Tamberly sentit son pouls s’accélérer. « Mais il est encore tôt.
— Je voulais vous épargner les rigueurs de la selle. Je préfère que vous remportiez chez vous des souvenirs de notre belle contrée. »
Tamberly fit l’effort de battre des cils. « Qu’il en soit fait selon la volonté de mon guide. Vous ne m’avez jamais déçue, messire.
— Si je me montre à mon avantage, c’est parce que votre compagnie m’inspire fort. » Il quitta sa selle d’un bond et vint l’aider à mettre pied à terre. Sa main s’attarda sur la sienne. « Marco, Bianca, ordonna-t-il, préparez le repas, mais prenez tout votre temps. Je tiens à montrer à ma dame la tonnelle d’Apollon. Peut-être souhaitera-t-elle s’y reposer quelque temps.
— Nous sommes aux ordres du jeune maître », dit l’homme. La femme fit une révérence mais ne put s’empêcher de glousser. Oui, ils savaient ce que mijotait sire Lorenzo, et ils savaient aussi qu’ils avaient intérêt à fermer leur clapet.
Il tendit le bras à Tamberly. Tous deux s’éloignèrent. Elle s’efforça de prendre un ton hésitant. « La tonnelle d’Apollon, messire ? N’est-ce pas un lieu… païen ?
— Oh ! il était sans nul doute consacré à un dieu de l’ancien temps, et si ce n’était pas Apollon, eh bien, c’est fort dommage. C’est le nom que lui donnent les jeunes gens de nos jours, car on y trouve soleil et vie, beauté et bonheur. Nous devrions l’avoir pour nous tout seuls. Le prochain visiteur y trouvera sûrement une nouvelle magie. »
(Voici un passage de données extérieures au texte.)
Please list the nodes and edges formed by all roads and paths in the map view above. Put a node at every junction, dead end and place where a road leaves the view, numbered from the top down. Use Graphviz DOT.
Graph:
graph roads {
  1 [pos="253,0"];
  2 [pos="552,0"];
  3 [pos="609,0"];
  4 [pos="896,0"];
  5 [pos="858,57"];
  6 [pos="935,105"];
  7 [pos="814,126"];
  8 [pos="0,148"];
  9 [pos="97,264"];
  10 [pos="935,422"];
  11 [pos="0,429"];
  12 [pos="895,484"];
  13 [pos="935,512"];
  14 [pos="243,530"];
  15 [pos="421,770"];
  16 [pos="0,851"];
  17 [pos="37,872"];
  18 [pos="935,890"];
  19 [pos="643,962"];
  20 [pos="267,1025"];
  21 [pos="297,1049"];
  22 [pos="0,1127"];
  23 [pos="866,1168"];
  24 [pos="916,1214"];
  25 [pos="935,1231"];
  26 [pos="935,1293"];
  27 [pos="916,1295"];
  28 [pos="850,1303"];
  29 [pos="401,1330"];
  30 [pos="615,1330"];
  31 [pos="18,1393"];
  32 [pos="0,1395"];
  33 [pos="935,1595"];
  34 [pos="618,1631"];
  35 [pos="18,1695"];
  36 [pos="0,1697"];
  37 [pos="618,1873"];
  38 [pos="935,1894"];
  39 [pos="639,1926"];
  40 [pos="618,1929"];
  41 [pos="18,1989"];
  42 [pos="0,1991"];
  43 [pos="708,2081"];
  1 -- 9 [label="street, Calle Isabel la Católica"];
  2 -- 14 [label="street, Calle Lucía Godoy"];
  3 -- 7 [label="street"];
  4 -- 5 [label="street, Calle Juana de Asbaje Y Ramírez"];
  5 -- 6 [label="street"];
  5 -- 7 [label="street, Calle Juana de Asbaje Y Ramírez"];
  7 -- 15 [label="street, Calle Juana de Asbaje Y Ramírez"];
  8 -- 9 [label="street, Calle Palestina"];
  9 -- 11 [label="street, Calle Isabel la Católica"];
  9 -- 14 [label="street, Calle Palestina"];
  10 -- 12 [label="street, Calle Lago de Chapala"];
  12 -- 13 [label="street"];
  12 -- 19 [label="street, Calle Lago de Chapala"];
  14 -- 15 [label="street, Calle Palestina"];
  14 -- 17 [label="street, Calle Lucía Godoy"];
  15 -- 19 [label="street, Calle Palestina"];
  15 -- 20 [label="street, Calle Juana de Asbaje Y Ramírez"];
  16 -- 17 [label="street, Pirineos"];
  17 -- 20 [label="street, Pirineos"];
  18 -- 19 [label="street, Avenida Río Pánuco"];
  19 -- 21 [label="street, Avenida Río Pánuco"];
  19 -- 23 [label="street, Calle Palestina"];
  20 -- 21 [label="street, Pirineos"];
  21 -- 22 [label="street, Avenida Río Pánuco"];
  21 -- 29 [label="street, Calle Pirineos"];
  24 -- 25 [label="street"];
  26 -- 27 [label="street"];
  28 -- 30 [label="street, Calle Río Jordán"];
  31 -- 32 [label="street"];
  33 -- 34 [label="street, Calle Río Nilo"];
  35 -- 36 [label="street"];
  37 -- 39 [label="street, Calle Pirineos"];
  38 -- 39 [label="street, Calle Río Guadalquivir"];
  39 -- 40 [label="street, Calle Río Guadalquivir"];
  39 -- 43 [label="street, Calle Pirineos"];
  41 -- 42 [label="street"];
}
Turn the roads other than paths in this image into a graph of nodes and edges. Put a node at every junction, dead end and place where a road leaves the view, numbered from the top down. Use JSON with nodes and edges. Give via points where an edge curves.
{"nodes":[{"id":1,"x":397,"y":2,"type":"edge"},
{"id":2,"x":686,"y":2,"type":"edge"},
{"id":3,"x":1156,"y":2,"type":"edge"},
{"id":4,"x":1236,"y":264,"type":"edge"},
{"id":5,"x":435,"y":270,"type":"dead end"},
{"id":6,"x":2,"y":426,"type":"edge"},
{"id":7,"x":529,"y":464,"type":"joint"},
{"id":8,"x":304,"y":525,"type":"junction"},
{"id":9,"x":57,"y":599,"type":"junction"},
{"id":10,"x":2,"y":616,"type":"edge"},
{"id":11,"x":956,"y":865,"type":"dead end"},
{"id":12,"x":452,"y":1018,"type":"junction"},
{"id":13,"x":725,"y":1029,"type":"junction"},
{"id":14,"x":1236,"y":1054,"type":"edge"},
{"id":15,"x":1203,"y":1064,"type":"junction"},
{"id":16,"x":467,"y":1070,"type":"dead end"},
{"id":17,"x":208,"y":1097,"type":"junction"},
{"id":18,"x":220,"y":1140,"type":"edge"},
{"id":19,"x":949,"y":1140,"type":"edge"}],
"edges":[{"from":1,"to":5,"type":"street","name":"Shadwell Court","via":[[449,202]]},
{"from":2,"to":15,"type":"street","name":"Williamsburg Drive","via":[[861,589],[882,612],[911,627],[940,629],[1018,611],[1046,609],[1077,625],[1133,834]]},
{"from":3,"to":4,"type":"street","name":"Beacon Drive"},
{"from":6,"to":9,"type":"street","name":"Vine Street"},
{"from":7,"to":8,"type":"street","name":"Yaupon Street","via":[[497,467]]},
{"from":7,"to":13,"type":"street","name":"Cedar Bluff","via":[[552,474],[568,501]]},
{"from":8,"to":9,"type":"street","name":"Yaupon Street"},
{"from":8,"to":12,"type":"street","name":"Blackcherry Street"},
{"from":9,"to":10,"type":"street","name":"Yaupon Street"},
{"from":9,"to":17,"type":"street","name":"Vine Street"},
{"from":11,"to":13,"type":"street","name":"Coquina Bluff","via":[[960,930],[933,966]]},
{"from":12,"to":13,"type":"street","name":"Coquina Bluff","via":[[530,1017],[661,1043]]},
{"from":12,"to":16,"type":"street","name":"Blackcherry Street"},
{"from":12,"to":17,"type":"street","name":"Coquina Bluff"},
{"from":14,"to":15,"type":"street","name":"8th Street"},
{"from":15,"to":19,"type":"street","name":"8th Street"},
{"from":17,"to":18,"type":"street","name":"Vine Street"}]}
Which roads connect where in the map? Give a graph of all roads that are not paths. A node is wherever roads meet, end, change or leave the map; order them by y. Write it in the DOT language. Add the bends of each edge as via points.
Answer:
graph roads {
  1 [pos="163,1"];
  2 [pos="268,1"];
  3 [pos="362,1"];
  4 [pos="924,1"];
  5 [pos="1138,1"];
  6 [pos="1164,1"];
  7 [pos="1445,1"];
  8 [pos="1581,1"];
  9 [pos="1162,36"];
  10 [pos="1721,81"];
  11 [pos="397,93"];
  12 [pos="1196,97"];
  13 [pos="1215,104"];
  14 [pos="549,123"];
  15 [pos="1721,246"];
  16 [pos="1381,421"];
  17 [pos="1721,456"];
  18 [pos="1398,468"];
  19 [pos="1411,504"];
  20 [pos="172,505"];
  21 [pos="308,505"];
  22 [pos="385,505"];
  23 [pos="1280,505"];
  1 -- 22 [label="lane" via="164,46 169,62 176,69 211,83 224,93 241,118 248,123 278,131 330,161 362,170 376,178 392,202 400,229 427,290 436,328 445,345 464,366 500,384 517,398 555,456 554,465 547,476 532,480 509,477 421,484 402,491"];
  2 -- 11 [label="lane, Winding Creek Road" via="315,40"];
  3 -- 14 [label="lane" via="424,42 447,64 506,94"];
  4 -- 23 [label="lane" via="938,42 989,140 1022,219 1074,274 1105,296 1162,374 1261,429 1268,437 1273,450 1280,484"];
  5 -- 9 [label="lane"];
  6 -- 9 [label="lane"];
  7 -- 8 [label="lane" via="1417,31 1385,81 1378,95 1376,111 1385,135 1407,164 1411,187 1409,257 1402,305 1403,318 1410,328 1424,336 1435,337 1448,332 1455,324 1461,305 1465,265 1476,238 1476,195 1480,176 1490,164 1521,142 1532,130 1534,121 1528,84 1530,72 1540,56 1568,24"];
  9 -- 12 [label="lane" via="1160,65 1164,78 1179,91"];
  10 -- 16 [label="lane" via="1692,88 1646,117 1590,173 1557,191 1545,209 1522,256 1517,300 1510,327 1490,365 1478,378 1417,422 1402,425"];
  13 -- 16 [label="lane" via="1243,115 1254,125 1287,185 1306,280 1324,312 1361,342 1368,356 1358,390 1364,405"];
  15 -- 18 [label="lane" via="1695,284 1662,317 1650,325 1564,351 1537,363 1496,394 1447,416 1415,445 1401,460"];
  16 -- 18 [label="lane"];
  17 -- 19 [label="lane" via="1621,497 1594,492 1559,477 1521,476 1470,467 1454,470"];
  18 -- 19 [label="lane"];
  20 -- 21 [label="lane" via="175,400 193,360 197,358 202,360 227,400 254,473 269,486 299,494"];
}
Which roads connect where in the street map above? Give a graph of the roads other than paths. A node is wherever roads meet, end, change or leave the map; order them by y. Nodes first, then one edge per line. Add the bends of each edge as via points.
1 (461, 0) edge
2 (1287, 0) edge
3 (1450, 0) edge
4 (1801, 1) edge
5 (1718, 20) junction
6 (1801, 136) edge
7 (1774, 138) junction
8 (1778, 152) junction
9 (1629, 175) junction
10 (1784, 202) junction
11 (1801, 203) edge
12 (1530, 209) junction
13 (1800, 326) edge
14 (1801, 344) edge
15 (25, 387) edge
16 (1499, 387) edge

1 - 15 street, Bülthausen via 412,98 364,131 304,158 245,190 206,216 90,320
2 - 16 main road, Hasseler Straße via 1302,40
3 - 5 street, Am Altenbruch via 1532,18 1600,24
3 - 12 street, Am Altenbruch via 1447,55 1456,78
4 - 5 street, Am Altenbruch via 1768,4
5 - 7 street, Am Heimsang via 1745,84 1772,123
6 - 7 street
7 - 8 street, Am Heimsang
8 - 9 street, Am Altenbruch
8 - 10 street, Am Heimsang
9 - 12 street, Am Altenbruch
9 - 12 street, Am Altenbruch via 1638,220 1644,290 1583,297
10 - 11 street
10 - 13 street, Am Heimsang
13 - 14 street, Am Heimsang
Il continua sa tirade tout en marchant. Elle avait entendu bien pire. Par ailleurs, il était suffisamment intelligent pour se taire de temps à autre et lui laisser apprécier l’indéniable charme du sentier. Celui-ci était fort étroit, ce qui les obligeait à se coller l’un à l’autre, et remontait le cours du ruisseau vers le sommet d’une colline. Le feuillage des arbres formait au-dessus d’eux comme un plafond à dorures. Les rayons du soleil semaient des taches de lumière sur les ombres. Si les oiseaux étaient rares à cette époque de l’année, elle apercevait quantité d’écureuils et vit même un cerf s’enfuir en courant. Le matin se réchauffait doucement ; la pente se faisait plus forte. Il l’aida à ôter sa cape et la plia sur son bras gauche.